If a line in the data below contains the word "Howard", copy it out.

━━━━━━

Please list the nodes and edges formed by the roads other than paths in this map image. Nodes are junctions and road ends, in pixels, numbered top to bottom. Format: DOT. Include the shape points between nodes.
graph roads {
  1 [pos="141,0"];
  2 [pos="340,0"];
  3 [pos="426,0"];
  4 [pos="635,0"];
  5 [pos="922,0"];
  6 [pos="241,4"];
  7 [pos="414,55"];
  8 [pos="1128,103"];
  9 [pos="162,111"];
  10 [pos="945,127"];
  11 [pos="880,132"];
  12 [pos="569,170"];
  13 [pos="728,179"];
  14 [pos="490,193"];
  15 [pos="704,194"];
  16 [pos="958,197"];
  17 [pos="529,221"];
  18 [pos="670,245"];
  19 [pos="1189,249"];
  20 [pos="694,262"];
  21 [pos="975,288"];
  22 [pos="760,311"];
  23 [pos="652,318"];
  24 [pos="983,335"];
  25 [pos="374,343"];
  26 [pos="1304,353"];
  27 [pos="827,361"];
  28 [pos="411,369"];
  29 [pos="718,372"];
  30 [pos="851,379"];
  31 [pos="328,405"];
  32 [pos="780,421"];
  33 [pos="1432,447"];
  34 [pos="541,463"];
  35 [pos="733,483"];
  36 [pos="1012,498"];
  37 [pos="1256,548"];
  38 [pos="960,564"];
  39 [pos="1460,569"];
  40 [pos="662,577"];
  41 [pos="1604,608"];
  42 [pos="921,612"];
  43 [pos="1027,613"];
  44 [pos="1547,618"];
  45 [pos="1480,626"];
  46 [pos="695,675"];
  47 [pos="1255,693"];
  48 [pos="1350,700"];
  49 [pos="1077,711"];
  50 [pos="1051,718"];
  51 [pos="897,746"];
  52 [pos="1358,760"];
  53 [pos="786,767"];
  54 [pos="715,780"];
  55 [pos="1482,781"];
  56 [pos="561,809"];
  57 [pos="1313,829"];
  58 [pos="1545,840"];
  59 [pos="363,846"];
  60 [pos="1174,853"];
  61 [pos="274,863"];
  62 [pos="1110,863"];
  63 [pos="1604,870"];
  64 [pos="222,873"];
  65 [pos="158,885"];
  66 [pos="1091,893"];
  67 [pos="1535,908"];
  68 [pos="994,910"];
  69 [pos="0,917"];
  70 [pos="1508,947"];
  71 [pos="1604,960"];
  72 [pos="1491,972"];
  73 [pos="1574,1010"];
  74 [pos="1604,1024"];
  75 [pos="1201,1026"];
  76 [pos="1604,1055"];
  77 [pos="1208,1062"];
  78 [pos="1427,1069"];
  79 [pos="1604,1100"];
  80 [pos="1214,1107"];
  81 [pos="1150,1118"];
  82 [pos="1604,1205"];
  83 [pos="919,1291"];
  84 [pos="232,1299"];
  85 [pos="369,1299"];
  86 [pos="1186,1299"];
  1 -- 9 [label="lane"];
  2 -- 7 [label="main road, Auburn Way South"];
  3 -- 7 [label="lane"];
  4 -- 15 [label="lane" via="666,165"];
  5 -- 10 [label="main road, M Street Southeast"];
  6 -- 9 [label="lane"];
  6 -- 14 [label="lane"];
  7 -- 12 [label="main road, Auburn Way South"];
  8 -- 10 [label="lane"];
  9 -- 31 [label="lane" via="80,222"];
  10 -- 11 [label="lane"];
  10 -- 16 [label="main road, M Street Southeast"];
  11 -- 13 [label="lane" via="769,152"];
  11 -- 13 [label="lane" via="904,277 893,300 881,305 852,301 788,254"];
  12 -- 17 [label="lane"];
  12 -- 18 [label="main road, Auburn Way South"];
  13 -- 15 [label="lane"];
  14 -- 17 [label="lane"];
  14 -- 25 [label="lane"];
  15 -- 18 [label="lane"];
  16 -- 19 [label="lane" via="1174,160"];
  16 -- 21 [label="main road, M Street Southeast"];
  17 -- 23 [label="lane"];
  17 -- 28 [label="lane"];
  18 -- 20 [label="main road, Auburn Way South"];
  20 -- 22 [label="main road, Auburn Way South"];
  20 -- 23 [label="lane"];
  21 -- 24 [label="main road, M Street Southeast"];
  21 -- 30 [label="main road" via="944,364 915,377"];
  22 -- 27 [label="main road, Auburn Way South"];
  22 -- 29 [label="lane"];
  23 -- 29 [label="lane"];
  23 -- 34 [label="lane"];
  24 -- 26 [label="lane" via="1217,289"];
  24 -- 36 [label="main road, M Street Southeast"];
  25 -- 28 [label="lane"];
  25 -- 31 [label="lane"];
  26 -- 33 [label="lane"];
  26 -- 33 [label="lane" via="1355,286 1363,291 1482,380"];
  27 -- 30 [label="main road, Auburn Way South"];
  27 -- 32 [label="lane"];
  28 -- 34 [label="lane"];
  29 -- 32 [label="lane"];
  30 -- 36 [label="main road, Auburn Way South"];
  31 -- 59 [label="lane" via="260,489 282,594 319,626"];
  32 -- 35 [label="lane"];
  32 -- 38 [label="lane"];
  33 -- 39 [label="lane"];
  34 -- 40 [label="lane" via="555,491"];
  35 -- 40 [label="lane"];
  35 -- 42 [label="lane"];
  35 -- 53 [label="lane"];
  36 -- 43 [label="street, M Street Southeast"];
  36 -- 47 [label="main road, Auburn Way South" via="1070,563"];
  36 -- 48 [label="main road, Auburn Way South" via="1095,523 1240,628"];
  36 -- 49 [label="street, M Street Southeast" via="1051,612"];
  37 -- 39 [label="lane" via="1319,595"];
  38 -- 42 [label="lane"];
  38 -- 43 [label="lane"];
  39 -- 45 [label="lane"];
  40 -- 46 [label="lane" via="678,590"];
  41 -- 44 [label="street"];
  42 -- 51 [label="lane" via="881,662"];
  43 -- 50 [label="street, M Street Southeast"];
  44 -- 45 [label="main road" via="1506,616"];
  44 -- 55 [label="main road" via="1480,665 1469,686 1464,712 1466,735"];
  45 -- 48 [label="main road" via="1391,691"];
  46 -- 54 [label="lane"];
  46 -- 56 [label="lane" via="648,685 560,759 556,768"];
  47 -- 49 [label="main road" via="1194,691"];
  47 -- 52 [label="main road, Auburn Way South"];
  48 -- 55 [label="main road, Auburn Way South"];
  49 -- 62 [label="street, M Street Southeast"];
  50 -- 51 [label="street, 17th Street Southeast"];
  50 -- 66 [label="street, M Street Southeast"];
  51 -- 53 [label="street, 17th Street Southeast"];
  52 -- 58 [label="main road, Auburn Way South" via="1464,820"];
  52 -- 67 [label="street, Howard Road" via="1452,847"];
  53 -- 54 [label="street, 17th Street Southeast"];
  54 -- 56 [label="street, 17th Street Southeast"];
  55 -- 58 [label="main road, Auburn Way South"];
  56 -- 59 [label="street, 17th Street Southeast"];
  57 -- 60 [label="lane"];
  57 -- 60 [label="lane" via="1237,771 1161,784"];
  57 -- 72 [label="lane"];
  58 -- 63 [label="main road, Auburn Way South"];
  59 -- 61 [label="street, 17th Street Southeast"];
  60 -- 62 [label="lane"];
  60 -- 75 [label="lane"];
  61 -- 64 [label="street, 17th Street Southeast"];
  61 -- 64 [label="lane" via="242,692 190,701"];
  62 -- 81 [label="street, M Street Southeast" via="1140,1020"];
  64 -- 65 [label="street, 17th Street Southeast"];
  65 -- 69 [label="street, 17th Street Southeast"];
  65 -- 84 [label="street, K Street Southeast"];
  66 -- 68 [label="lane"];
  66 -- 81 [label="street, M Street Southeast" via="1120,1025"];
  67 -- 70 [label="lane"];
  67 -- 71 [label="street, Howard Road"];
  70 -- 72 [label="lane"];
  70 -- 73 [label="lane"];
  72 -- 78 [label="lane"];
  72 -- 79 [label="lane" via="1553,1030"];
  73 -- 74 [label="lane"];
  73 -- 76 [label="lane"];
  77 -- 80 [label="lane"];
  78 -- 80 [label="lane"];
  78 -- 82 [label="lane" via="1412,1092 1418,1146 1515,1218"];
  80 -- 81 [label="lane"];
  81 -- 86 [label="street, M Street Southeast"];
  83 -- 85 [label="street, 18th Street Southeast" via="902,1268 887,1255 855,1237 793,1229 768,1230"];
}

━━━━━━

• **ANSWER FOR THIS EXERCISE**:
  52 -- 67 [label="street, Howard Road" via="1452,847"];
  67 -- 71 [label="street, Howard Road"];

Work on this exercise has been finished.